Your assignment =>
For each line below that contains the string "this", copy that line.

[Stored items]
Start of Block

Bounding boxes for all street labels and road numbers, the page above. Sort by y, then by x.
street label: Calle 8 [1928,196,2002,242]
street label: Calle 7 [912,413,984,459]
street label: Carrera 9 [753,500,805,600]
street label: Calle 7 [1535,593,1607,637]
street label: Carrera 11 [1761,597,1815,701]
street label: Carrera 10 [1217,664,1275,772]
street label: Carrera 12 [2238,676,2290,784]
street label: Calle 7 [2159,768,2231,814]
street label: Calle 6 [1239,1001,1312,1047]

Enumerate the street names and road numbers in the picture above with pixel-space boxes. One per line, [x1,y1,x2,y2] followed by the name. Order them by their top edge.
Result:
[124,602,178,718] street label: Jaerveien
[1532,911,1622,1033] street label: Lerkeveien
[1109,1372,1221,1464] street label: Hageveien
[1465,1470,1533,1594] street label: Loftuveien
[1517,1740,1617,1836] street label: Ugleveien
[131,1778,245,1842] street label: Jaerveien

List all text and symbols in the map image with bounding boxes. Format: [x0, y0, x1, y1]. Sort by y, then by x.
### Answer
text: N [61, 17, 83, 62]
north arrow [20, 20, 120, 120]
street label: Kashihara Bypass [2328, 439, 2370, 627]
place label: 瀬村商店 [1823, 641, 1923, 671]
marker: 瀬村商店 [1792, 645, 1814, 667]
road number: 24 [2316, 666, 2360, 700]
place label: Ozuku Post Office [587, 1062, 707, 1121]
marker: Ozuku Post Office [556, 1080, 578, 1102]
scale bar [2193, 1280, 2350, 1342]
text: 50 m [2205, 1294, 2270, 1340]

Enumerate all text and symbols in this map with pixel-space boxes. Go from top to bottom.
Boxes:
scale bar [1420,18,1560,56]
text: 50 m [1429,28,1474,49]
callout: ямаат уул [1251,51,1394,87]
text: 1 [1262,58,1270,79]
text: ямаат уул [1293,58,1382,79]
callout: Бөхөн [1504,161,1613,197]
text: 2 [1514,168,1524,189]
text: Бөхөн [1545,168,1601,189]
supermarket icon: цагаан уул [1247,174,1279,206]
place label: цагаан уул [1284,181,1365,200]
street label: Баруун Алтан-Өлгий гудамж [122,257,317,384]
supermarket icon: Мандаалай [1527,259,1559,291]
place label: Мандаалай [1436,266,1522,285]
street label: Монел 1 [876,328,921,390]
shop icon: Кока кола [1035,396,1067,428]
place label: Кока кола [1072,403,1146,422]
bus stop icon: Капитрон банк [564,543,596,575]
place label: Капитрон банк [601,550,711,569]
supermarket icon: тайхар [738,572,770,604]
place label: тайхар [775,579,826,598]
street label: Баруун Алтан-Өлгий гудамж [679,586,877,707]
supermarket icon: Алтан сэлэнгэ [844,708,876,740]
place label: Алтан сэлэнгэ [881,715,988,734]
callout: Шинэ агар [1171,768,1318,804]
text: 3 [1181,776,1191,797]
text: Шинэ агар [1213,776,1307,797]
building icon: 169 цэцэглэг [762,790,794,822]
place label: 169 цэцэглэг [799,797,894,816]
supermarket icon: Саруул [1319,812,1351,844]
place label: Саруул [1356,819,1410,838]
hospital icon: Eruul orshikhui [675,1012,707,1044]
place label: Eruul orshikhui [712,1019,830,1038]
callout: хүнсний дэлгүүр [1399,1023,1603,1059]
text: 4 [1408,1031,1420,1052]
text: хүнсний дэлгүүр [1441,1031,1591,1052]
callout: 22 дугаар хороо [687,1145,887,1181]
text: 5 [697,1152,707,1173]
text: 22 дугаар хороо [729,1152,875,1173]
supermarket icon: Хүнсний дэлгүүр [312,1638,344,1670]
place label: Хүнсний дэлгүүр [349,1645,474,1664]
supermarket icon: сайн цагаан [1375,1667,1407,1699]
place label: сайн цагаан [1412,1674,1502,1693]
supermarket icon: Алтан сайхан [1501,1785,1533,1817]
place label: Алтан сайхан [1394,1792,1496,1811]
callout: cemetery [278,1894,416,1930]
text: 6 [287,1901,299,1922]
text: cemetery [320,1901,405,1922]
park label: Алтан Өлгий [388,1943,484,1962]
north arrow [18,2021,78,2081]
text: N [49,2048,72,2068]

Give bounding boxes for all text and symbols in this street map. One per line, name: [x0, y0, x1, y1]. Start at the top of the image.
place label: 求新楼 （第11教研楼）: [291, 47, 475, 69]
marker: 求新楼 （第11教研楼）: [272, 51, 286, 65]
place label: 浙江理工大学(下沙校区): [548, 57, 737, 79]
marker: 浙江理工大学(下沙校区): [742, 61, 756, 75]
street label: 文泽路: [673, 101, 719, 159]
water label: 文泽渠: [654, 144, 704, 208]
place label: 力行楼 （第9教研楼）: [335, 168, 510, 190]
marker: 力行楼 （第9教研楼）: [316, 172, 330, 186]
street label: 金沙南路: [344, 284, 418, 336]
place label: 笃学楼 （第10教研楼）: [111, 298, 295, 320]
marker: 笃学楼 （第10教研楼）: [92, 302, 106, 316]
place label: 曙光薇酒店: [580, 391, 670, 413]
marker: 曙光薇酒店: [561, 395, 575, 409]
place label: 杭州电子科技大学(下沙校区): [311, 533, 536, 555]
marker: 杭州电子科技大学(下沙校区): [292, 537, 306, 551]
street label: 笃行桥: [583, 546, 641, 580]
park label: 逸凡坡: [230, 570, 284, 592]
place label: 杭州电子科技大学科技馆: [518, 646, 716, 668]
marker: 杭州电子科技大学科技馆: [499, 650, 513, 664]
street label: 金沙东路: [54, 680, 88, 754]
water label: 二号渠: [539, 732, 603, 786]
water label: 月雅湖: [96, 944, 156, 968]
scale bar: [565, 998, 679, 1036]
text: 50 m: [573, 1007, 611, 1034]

End of Block

Worked solution =>
Enumerate all text and symbols in this map with pixel-space boxes. Go from top to bottom.
Give bounding boxes for all text and symbols in this street map. One per line, name: [x0, y0, x1, y1]. Start at the top of the image.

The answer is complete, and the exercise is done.